# Let's code a vanilla policy gradient algo

In [8]:
# Imports
import sys
sys.path.append('..')
from game import Game

import numpy as np
import torch
import torch.nn as nn
import torch.optim as optim



In [None]:
import torch
import torch.nn as nn
import torch.nn.functional as F

class vpg_network(nn.Module):
    def __init__(self, input_size, hidden_layers, layer_size, output_size):
        super(vpg_network, self).__init__()
        layers = []
        
        layers.append(nn.Linear(input_size, layer_size))
        layers.append(nn.ReLU())
        
        for _ in range(hidden_layers - 1):
            layers.append(nn.Linear(layer_size, layer_size))
            layers.append(nn.ReLU())
        
        layers.append(nn.Linear(layer_size, output_size))
        
        self.model = nn.Sequential(*layers)
        
    def forward(self, x):
        return self.model(x)


class vpg:
    def __init__(self, input_size, output_size, hidden_layers = 1, hidden_size = 64):
        self.policy = vpg_network(input_size, hidden_layers, hidden_size, output_size)
        self.env = Game()
        self.num_rollouts = 1
        self.gamma = 0.99
    def fit(self, iters):
        for k in range(iters):
            trajectories = self.rollout(self.num_rollouts)
            returns = self.compute_returns(trajectories)
            policy_gradient = self.compute_policy_gradient(trajectories, returns)

            # ...

    def compute_policy_gradient(self, trajectories: dict, returns: torch.Tensor) -> torch.Tensor:
        '''
        Trajectories dict: Dictionary containing padded trajectories with keys:
                'states': Tensor of shape (num_rollouts, max_length, state_dim)
                'actions': Tensor of shape (num_rollouts, max_length)
                'rewards': Tensor of shape (num_rollouts, max_length)
        Returns dict: Tensor of shape (num_rollouts, max_length)
        '''
        total_loss = 0
        num_rollouts = trajectories['actions'].shape[0]
        for rollout in range(num_rollouts):
            states = trajectories['states'][rollout]
            actions = trajectories['actions'][rollout]
            curr_returns = returns[rollout]
            # Get the log probabilities of all actions for every timestamp
            log_probs = torch.log(F.softmax(self.policy(states), dim=-1))
            # Only take the probabilbilities of taken actions
            selected_log_probs = log_probs[range(len(actions)), actions]
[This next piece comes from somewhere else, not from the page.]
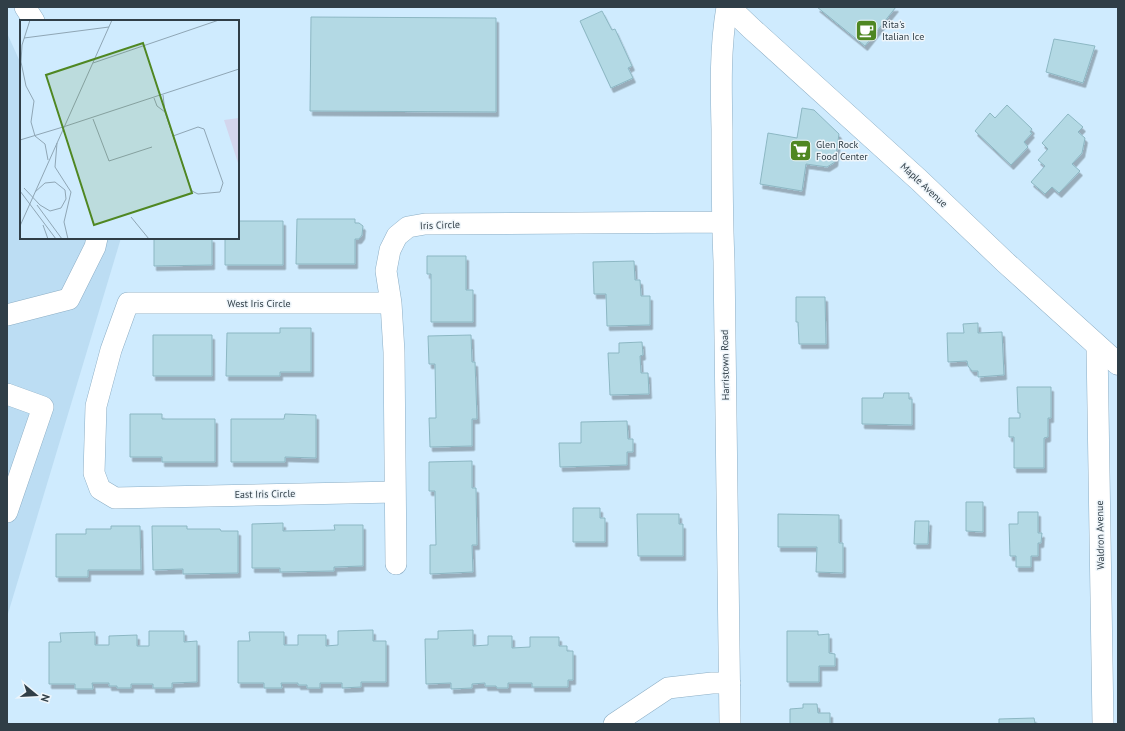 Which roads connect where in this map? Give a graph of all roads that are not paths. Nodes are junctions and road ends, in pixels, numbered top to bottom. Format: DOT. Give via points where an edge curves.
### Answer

            # Compute the contribution 
            loss = - (selected_log_probs * curr_returns).mean()
            total_loss += loss

        total_loss /= num_rollouts
        
        self.policy.zero_grad()
        total_loss.backward()




            

        
    def update_policy(self, trajectories, contributions) -> torch.Tensor:
        pass

    def compute_returns(self, trajectories) -> torch.Tensor:
        rewards = trajectories['rewards']  # shape: (batch_size, trajectory_length)
        batch_size, trajectory_length = rewards.shape

        # Initialize the returns tensor
        returns = torch.zeros_like(rewards)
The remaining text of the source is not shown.